_DESCRIPTION OF THE TASK_
With the records in front of you, set every one of them down exactly.

─── DATA SHOWN ───

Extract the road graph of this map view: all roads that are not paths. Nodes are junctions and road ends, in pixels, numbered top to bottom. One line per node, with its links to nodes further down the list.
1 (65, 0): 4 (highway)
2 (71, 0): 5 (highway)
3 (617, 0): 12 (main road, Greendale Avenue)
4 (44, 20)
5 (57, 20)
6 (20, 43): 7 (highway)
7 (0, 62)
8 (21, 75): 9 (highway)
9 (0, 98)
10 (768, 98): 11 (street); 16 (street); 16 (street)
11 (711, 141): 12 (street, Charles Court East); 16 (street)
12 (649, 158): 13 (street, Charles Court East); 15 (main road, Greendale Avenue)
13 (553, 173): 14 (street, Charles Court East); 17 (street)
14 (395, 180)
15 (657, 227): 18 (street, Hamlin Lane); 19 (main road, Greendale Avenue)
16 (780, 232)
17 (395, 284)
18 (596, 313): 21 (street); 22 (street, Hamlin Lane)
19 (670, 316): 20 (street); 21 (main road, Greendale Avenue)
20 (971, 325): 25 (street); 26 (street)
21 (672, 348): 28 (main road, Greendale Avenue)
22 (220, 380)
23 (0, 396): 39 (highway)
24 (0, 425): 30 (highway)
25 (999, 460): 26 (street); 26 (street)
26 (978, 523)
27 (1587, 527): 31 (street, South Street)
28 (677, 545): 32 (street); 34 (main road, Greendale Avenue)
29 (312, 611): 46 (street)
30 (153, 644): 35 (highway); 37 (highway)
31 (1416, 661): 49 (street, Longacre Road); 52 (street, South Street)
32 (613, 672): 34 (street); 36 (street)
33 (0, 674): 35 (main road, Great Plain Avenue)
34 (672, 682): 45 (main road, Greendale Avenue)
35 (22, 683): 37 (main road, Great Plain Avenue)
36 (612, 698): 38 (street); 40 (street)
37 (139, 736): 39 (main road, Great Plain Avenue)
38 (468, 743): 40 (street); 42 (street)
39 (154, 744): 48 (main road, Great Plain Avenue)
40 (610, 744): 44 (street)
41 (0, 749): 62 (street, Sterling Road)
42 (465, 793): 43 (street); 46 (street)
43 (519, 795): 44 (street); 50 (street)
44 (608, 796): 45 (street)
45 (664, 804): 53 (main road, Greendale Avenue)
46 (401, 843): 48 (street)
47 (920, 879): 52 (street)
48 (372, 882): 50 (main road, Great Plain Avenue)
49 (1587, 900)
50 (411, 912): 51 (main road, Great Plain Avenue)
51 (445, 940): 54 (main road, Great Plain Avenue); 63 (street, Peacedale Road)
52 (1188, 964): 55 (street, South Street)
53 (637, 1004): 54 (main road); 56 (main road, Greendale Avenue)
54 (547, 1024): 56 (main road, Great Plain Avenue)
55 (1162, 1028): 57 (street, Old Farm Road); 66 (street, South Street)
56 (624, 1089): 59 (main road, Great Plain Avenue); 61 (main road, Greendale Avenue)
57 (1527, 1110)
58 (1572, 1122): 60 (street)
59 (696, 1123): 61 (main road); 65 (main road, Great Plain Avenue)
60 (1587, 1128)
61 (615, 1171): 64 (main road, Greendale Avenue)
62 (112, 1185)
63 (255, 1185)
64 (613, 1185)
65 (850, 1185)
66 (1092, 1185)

───

_EXERCISE OUTPUT_
Extract the road graph of this map view: all roads that are not paths. Nodes are junctions and road ends, in pixels, numbered top to bottom. One line per node, with its links to nodes further down the list.
1 (65, 0): 4 (highway)
2 (71, 0): 5 (highway)
3 (617, 0): 12 (main road, Greendale Avenue)
4 (44, 20)
5 (57, 20)
6 (20, 43): 7 (highway)
7 (0, 62)
8 (21, 75): 9 (highway)
9 (0, 98)
10 (768, 98): 11 (street); 16 (street); 16 (street)
11 (711, 141): 12 (street, Charles Court East); 16 (street)
12 (649, 158): 13 (street, Charles Court East); 15 (main road, Greendale Avenue)
13 (553, 173): 14 (street, Charles Court East); 17 (street)
14 (395, 180)
15 (657, 227): 18 (street, Hamlin Lane); 19 (main road, Greendale Avenue)
16 (780, 232)
17 (395, 284)
18 (596, 313): 21 (street); 22 (street, Hamlin Lane)
19 (670, 316): 20 (street); 21 (main road, Greendale Avenue)
20 (971, 325): 25 (street); 26 (street)
21 (672, 348): 28 (main road, Greendale Avenue)
22 (220, 380)
23 (0, 396): 39 (highway)
24 (0, 425): 30 (highway)
25 (999, 460): 26 (street); 26 (street)
26 (978, 523)
27 (1587, 527): 31 (street, South Street)
28 (677, 545): 32 (street); 34 (main road, Greendale Avenue)
29 (312, 611): 46 (street)
30 (153, 644): 35 (highway); 37 (highway)
31 (1416, 661): 49 (street, Longacre Road); 52 (street, South Street)
32 (613, 672): 34 (street); 36 (street)
33 (0, 674): 35 (main road, Great Plain Avenue)
34 (672, 682): 45 (main road, Greendale Avenue)
35 (22, 683): 37 (main road, Great Plain Avenue)
36 (612, 698): 38 (street); 40 (street)
37 (139, 736): 39 (main road, Great Plain Avenue)
38 (468, 743): 40 (street); 42 (street)
39 (154, 744): 48 (main road, Great Plain Avenue)
40 (610, 744): 44 (street)
41 (0, 749): 62 (street, Sterling Road)
42 (465, 793): 43 (street); 46 (street)
43 (519, 795): 44 (street); 50 (street)
44 (608, 796): 45 (street)
45 (664, 804): 53 (main road, Greendale Avenue)
46 (401, 843): 48 (street)
47 (920, 879): 52 (street)
48 (372, 882): 50 (main road, Great Plain Avenue)
49 (1587, 900)
50 (411, 912): 51 (main road, Great Plain Avenue)
51 (445, 940): 54 (main road, Great Plain Avenue); 63 (street, Peacedale Road)
52 (1188, 964): 55 (street, South Street)
53 (637, 1004): 54 (main road); 56 (main road, Greendale Avenue)
54 (547, 1024): 56 (main road, Great Plain Avenue)
55 (1162, 1028): 57 (street, Old Farm Road); 66 (street, South Street)
56 (624, 1089): 59 (main road, Great Plain Avenue); 61 (main road, Greendale Avenue)
57 (1527, 1110)
58 (1572, 1122): 60 (street)
59 (696, 1123): 61 (main road); 65 (main road, Great Plain Avenue)
60 (1587, 1128)
61 (615, 1171): 64 (main road, Greendale Avenue)
62 (112, 1185)
63 (255, 1185)
64 (613, 1185)
65 (850, 1185)
66 (1092, 1185)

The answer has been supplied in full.